Come categoria siamo fiduciosi che i risultati di questa indagine, nel caso specifico di opere quali il Terzo Valico, porteranno a confermare una sua imprescindibilità, oltre a rispondere e a incontrare perfettamente molti degli obiettivi che il Ministero si è prefissato, quali:
rendere più efficiente il servizio ferroviario e garantire, in particolar modo ai pendolari, viaggi puntuali, comodi e sicuri;
far tornare il nostro Paese elemento centrale e propulsivo di una nuova politica di sviluppo del bacino del Mediterraneo e dell’Europa centrale, recuperando quella importanza a livello strategico che si è persa negli ultimi decenni, a favore dei porti del nord Europa e dei paesi dell’Est;
connettere i porti per connettere l’Italia economica all’Europa e al Mondo:
comprendere lo sviluppo dei porti all’interno di un più ampio sviluppo intermodale e logistico.
Inoltre, nel caso specifico si tratta di un’opera in corso di realizzazione, che vede un orizzonte temporale di realizzazione di quattro anni e non decennale.
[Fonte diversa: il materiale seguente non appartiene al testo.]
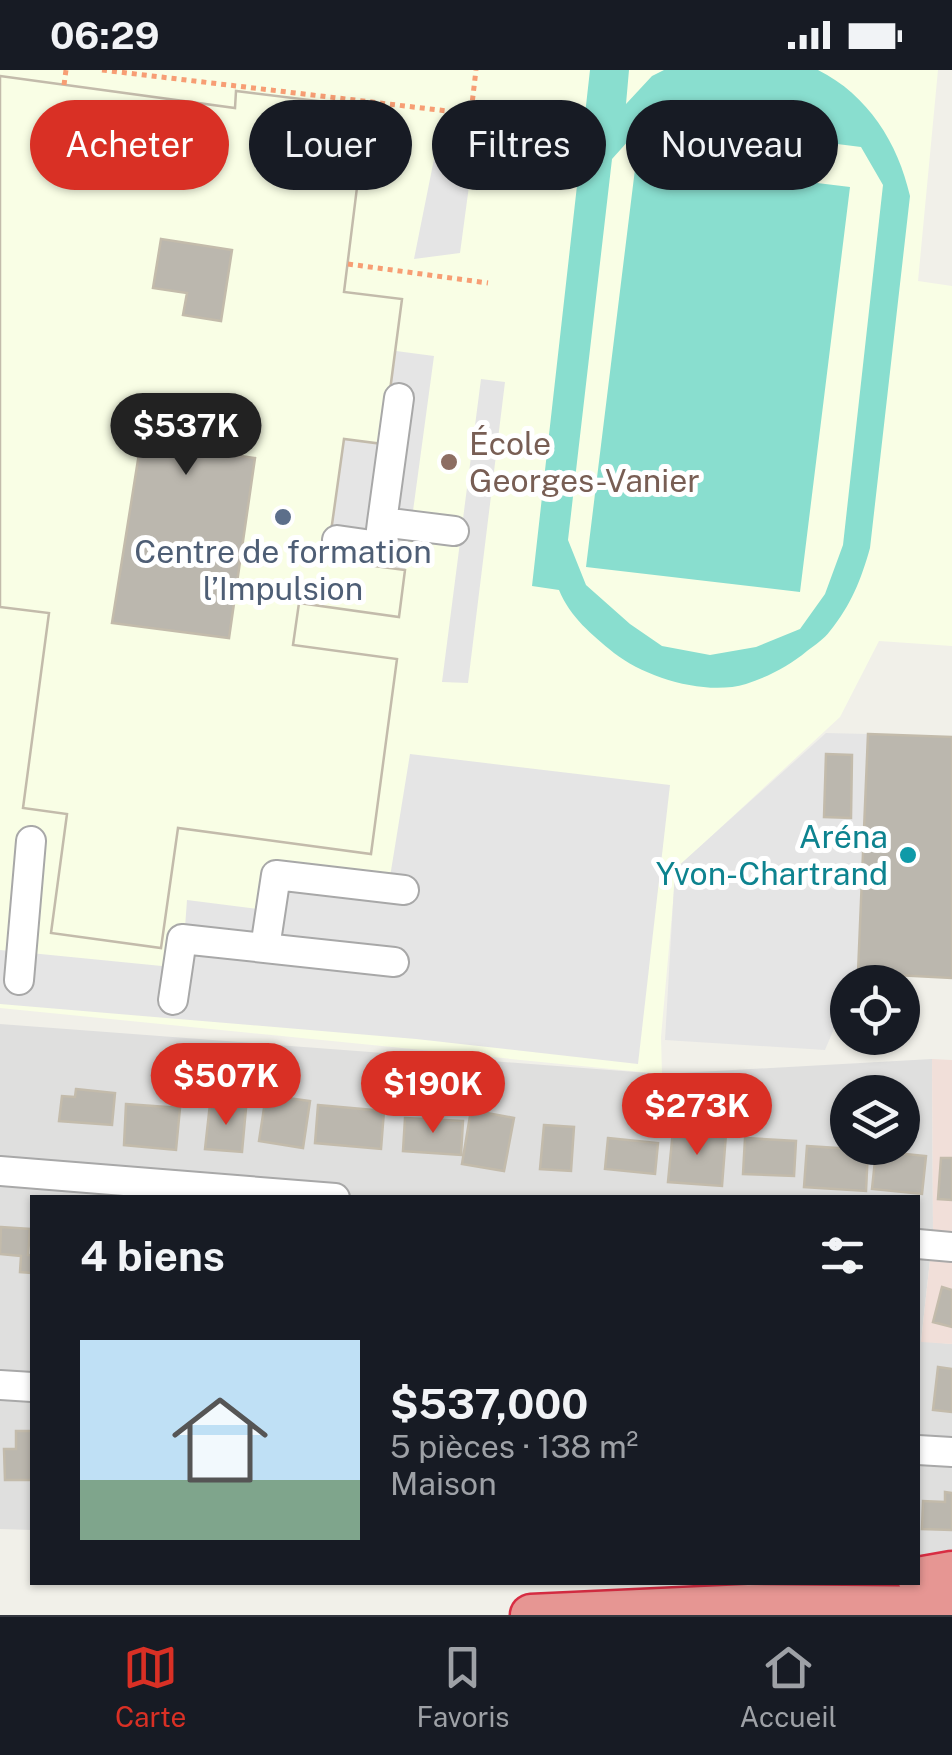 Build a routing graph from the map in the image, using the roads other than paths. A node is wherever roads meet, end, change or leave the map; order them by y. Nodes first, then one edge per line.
1 (400, 398) dead end
2 (382, 522) junction
3 (454, 532) dead end
4 (336, 540) dead end
5 (31, 842) dead end
6 (404, 890) dead end
7 (265, 948) junction
8 (394, 962) dead end
9 (19, 980) dead end
10 (173, 1000) dead end
11 (0, 1171) edge
12 (298, 1195) edge
13 (920, 1244) edge
14 (952, 1247) edge
15 (0, 1385) edge
16 (30, 1388) edge
17 (920, 1450) edge
18 (952, 1452) edge
19 (952, 1572) edge
20 (920, 1578) edge
21 (872, 1585) edge
22 (749, 1606) junction
23 (952, 1607) edge
24 (531, 1615) edge

1 - 2 street
2 - 3 street
2 - 4 street
5 - 9 street
6 - 7 street
7 - 8 street
7 - 10 street
11 - 12 street
13 - 14 street
15 - 16 street
17 - 18 street
19 - 20 highway
21 - 22 highway
22 - 23 highway
22 - 24 highway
Siamo anche certi di escludere che l’adeguamento delle infrastrutture esistenti possa conseguire gli stessi obiettivi e soddisfare le stesse esigenze per cui si è resa necessaria la progettazione del Terzo Valico. Le due linee esistenti, infatti, sono principalmente adibite al trasporto locale dei passeggeri e hanno caratteristiche collegate agli standard infrastrutturali dell’epoca in cui sono state realizzate (rispettivamente 1894 e 1922), che le rendono inadattabili al trasporto merci per le limitazioni che il tracciato che seguono pone sulla velocità, la lunghezza e il tipo di treni da utilizzare.
Le agenzie marittime che rappresentiamo, per la peculiarità del lavoro che svolgono, hanno un’ampia visione del mercato globale, dei traffici e dei loro possibili sviluppi, oltre ad avere know-how e validi dati che saremo felici di mettere a disposizione del Ministro durante la fase di revisione in cui ci auguriamo di essere coinvolti".